Les désignateurs rigides
Thèse
Pour Frege et Russell, un nom propre comme « Aristote » fonctionne comme une abréviation d'une description (« le précepteur d'Alexandre », « l'auteur de la Métaphysique ») : c'est cette description qui fixerait sa référence. Kripke conteste radicalement cette théorie descriptiviste. Imaginons un monde possible où Aristote n'aurait jamais enseigné à Alexandre ni rien écrit : ce serait quand même Aristote – la description peut changer, voire disparaître, sans que le nom cesse de désigner le même individu.

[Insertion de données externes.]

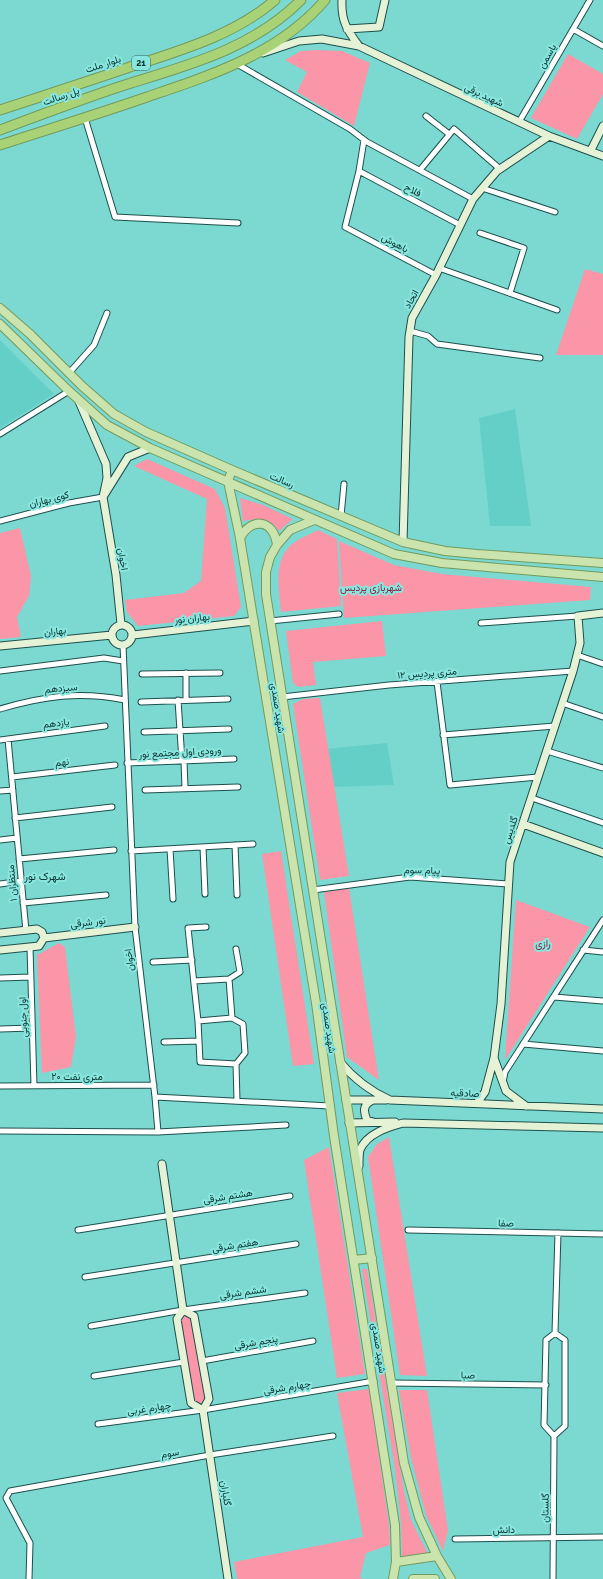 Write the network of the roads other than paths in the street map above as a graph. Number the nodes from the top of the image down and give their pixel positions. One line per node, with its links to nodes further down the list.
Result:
1 (275, 0): 13 (highway, بلوار ملت / 21)
2 (301, 0): 18 (highway, پل رسالت / 21)
3 (325, 0): 11 (highway)
4 (342, 0): 7 (main road)
5 (385, 0): 7 (main road)
6 (590, 0): 8 (street, یاسمن)
7 (347, 29): 9 (main road)
8 (573, 29): 10 (street); 16 (street, یاسمن)
9 (359, 46): 11 (main road); 16 (main road, شهید برقی)
10 (603, 46)
11 (253, 56): 12 (highway)
12 (237, 64): 15 (highway); 21 (street)
13 (0, 110)
14 (426, 116): 19 (street)
15 (86, 118): 22 (highway); 31 (street)
16 (519, 122): 20 (main road, شهید برقی)
17 (603, 126): 23 (main road)
18 (0, 130)
19 (449, 134): 25 (street); 26 (street)
20 (549, 136): 23 (main road, شهید برقی); 25 (main road, اتحاد)
21 (364, 140): 26 (street); 27 (street)
22 (0, 145)
23 (591, 150): 24 (main road, شهید برقی)
24 (603, 156)
25 (500, 169): 28 (main road, اتحاد)
26 (420, 170): 29 (street)
27 (358, 171): 32 (street, فلاح); 34 (street, باهوش)
28 (482, 188): 29 (main road, اتحاد); 30 (street)
29 (473, 199): 32 (main road, اتحاد)
30 (555, 212)
31 (238, 223)
32 (460, 225): 34 (main road, اتحاد)
33 (480, 233): 35 (street)
34 (438, 271): 35 (street, باهوش); 40 (main road, اتحاد)
35 (510, 293): 37 (street, باهوش)
36 (0, 308): 42 (main road, رسالت)
37 (557, 310)
38 (107, 313): 42 (street)
39 (0, 324): 43 (main road)
40 (410, 331): 41 (street); 55 (main road, اتحاد)
41 (540, 358)
42 (69, 373): 47 (main road, رسالت)
43 (69, 391): 44 (main road); 45 (street)
44 (78, 399): 46 (main road); 50 (main road)
45 (0, 434)
46 (150, 448): 48 (main road); 50 (main road)
47 (232, 470): 48 (main road); 51 (main road, رسالت)
48 (228, 481): 52 (main road); 54 (main road, شهید صمدی)
49 (344, 484): 51 (street)
50 (103, 497): 53 (street, کوی بهاران); 65 (main road, اخوان)
51 (341, 516): 55 (main road, رسالت)
52 (314, 520): 56 (main road, شهید صمدی); 58 (main road)
53 (0, 521)
54 (240, 538): 56 (main road); 62 (main road, شهید صمدی)
55 (403, 542): 57 (main road, رسالت)
56 (277, 545): 63 (main road, شهید صمدی)
57 (603, 563)
58 (603, 577)
59 (603, 612): 61 (main road)
60 (339, 614): 63 (street)
61 (578, 616): 64 (street); 70 (main road, گلدیس)
62 (254, 621): 67 (main road, بهاران نور); 107 (main road, شهید صمدی)
63 (270, 621): 79 (main road, شهید صمدی)
64 (481, 623)
65 (121, 624): 66 (main road); 67 (main road)
66 (112, 635): 68 (main road); 69 (main road, بهاران)
67 (133, 635): 68 (main road)
68 (123, 645): 71 (street, اخوان)
69 (0, 646)
70 (577, 655): 72 (street); 74 (main road, گلدیس)
71 (124, 661): 73 (street); 81 (street, اخوان)
72 (603, 664)
73 (0, 671)
74 (573, 671): 78 (street, ۱۲ متری پردیس); 85 (main road, گلدیس)
75 (186, 673): 76 (street); 77 (street); 83 (street)
76 (220, 673)
77 (142, 674)
78 (437, 682): 79 (street, ۱۲ متری پردیس); 93 (street)
79 (282, 697): 104 (main road, شهید صمدی)
80 (228, 699): 83 (street)
81 (125, 700): 86 (street, سیزدهم); 99 (street, اخوان)
82 (178, 700): 83 (street); 84 (street); 91 (street)
83 (186, 700)
84 (141, 702)
85 (562, 703): 87 (street); 89 (main road, گلدیس)
86 (0, 709)
87 (603, 717)
88 (105, 726): 94 (street, یازدهم)
89 (555, 726): 93 (street); 96 (main road, گلدیس)
90 (229, 729): 91 (street)
91 (180, 730): 92 (street); 98 (street)
92 (144, 732)
93 (443, 735): 103 (street)
94 (8, 739): 95 (street, یازدهم); 102 (street, منتظران ۱)
95 (0, 740)
96 (547, 751): 101 (street); 103 (main road, گلدیس)
97 (234, 759): 98 (street, ورودی اول مجتمع نور)
98 (183, 761): 99 (street, ورودی اول مجتمع نور); 106 (street)
99 (127, 763): 125 (street, اخوان)
100 (115, 765): 102 (street, نهم)
101 (603, 768)
102 (12, 777): 108 (street, منتظران ۱)
103 (538, 777): 111 (main road, گلدیس)
104 (296, 786): 107 (main road); 113 (main road, شهید صمدی)
105 (238, 787): 106 (street)
106 (185, 788): 109 (street)
107 (281, 788): 114 (main road, شهید صمدی)
108 (13, 790): 110 (street); 115 (street, منتظران ۱)
109 (145, 790)
110 (0, 791)
111 (532, 798): 116 (street); 117 (main road, گلدیس)
112 (112, 807): 115 (street)
113 (301, 811): 114 (main road); 131 (main road, شهید صمدی)
114 (285, 816): 177 (main road, شهید صمدی)
115 (15, 818): 118 (street, منتظران ۱)
116 (603, 823)
117 (523, 824): 126 (main road); 130 (main road, گلدیس)
118 (17, 838): 119 (street); 127 (street, منتظران ۱)
119 (0, 840)
120 (253, 844): 121 (street)
121 (235, 845): 122 (street); 134 (street)
122 (203, 847): 123 (street); 132 (street)
123 (170, 849): 125 (street); 135 (street)
124 (114, 850): 127 (street)
125 (131, 852): 138 (street, اخوان)
126 (603, 853)
127 (19, 859): 128 (street, منتظران ۱)
128 (21, 881): 129 (street); 136 (street, منتظران ۱)
129 (0, 884)
130 (508, 884): 131 (street, پیام سوم); 164 (main road, گلدیس)
131 (313, 890): 165 (main road, شهید صمدی)
132 (205, 894)
133 (106, 895): 136 (street)
134 (237, 895)
135 (173, 899)
136 (23, 903): 140 (street, منتظران ۱)
137 (603, 920): 146 (street)
138 (135, 927): 142 (main road, نور شرقی); 168 (street, اخوان)
139 (206, 927): 148 (street)
140 (26, 930): 141 (main road); 142 (main road)
141 (0, 933)
142 (44, 938): 143 (main road, نور شرقی)
143 (30, 947): 145 (main road, نور شرقی); 150 (street, اول جنوبی)
144 (236, 949): 152 (street)
145 (0, 950)
146 (584, 950): 147 (street); 154 (street)
147 (603, 952)
148 (192, 960): 149 (street); 153 (street)
149 (153, 962)
150 (31, 976): 151 (street); 158 (street, اول جنوبی)
151 (0, 978)
152 (229, 979): 153 (street); 156 (street)
153 (194, 981): 157 (street)
154 (554, 997): 155 (street); 162 (street)
155 (603, 1001)
156 (232, 1018): 157 (street); 166 (street)
157 (198, 1021): 160 (street)
158 (32, 1028): 159 (street); 170 (street, اول جنوبی)
159 (0, 1029)
160 (199, 1041): 161 (street); 166 (street)
161 (164, 1042)
162 (523, 1044): 163 (street); 167 (street)
163 (603, 1051)
164 (494, 1058): 167 (main road); 176 (main road, گلدیس)
165 (340, 1062): 172 (main road, شهید صمدی); 174 (main road, صادقیه)
166 (236, 1064): 175 (street)
167 (503, 1083): 178 (main road)
168 (154, 1085): 170 (street, ۲۰ متری نفت); 171 (street, اخوان)
169 (0, 1086): 170 (street, ۲۰ متری نفت)
170 (34, 1086)
171 (155, 1097): 175 (street); 186 (street, اخوان)
172 (346, 1100): 173 (main road); 181 (main road, شهید صمدی)
173 (375, 1100): 174 (main road); 180 (main road)
174 (390, 1100): 176 (main road, صادقیه)
175 (237, 1101): 177 (street)
176 (477, 1103): 178 (main road, صادقیه)
177 (330, 1106): 197 (main road, شهید صمدی)
178 (526, 1106): 179 (main road, صادقیه)
179 (603, 1109)
180 (373, 1122): 181 (main road); 182 (main road)
181 (349, 1123): 188 (main road, شهید صمدی)
182 (403, 1123): 184 (main road); 188 (main road)
183 (286, 1125): 186 (street)
184 (603, 1128)
185 (0, 1131): 186 (street)
186 (158, 1132)
187 (162, 1164): 190 (main road)
188 (358, 1170): 196 (main road, شهید صمدی)
189 (290, 1196): 190 (street, هشتم شرقی)
190 (169, 1215): 191 (street, هشتم شرقی); 198 (main road)
191 (78, 1230)
192 (408, 1230): 193 (street, صفا)
193 (558, 1233): 194 (street, صفا); 203 (street)
194 (603, 1234)
195 (296, 1244): 198 (street, هفتم شرقی)
196 (372, 1258): 197 (main road); 209 (main road, شهید صمدی)
197 (354, 1260): 208 (main road, شهید صمدی)
198 (176, 1263): 199 (street, هفتم شرقی); 201 (main road)
199 (85, 1277)
200 (305, 1293): 201 (street, ششم شرقی)
201 (183, 1310): 202 (street, ششم شرقی); 205 (main road); 206 (main road)
202 (91, 1326)
203 (555, 1333): 210 (street); 214 (street)
204 (313, 1341): 205 (street, پنجم شرقی)
205 (202, 1361): 211 (main road)
206 (184, 1362): 207 (street); 211 (main road)
207 (94, 1376)
208 (374, 1381): 211 (street, چهارم شرقی); 220 (main road, شهید صمدی)
209 (391, 1383): 210 (street, صبا); 219 (main road, شهید صمدی)
210 (546, 1385): 214 (street)
211 (203, 1410): 212 (street, چهارم غربی); 215 (main road, گلباران)
212 (98, 1424)
213 (333, 1436): 215 (street, سوم)
214 (554, 1436): 217 (street, گلستان)
215 (210, 1455): 221 (street, سوم); 222 (main road, گلباران)
216 (603, 1537): 217 (street, دانش)
217 (554, 1538): 218 (street, دانش); 227 (street, گلستان)
218 (455, 1539)
219 (437, 1556): 220 (main road); 226 (main road, شهید صمدی)
220 (396, 1562): 223 (main road, شهید صمدی)
221 (29, 1579)
222 (228, 1579)
223 (393, 1579)
224 (413, 1579): 225 (main road)
225 (435, 1579)
226 (451, 1579)
227 (553, 1579)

Kripke appelle « désignateur rigide » toute expression qui désigne le même objet dans tous les mondes possibles où cet objet existe : c'est le cas des noms propres, mais non des descriptions définies (« le précepteur d'Alexandre » aurait pu désigner quelqu'un d'autre, si l'histoire avait été différente). Le nom n'est pas fixé par une description, mais par une « chaîne causale » de transmission remontant jusqu'à un baptême initial.
« Let's call something a rigid designator if in every possible world it designates the same object, a nonrigid or accidental designator if that is not the case. » (« Appelons une chose désignateur rigide si elle désigne le même objet dans tout monde possible ; désignateur non rigide ou accidentel si ce n'est pas le cas. ») – Naming and Necessity, 1980 (traduit mot pour mot en français de l'anglais)
Exemples
- Même si l'on découvrait demain qu'Aristote n'a jamais écrit aucun des textes qu'on lui attribue, ni enseigné à personne, on dirait « Aristote n'a finalement pas fait ce qu'on croyait », et non « il n'y a jamais eu d'Aristote » – preuve que le nom ne dépend pas de la description qu'on lui associe.
- « L'inventeur du bifocal » désigne Benjamin Franklin dans notre monde, mais aurait pu désigner quelqu'un d'autre si l'histoire avait pris un tour différent : ce n'est donc pas un désignateur rigide. « Benjamin Franklin », en revanche, désigne le même individu dans tous les mondes possibles où il existe – y compris ceux où il n'aurait jamais rien inventé.
Notes
Cette théorie a des conséquences considérables au-delà de la philosophie du langage : Kripke l'étend aux termes d'espèces naturelles (« eau » désigne rigidement H₂O, y compris dans les mondes où personne n'aurait découvert sa composition chimique), rouvrant la voie à un essentialisme métaphysique que le positivisme logique croyait avoir définitivement enterré.
Débat
Frege et Russell : sans description associée, rien ne permet de savoir à quoi un nom réfère – la théorie causale de Kripke ne dit jamais comment on identifie l'objet au bout de la chaîne. Searle : la référence d'un nom propre repose bien sur un faisceau de descriptions, mais un faisceau souple et non une description unique et rigide – ce qui évite les objections de Kripke sans abandonner le descriptivisme. Putnam : prolonge et radicalise Kripke en appliquant la même logique aux termes naturels, avec la célèbre expérience de pensée de la Terre Jumelle.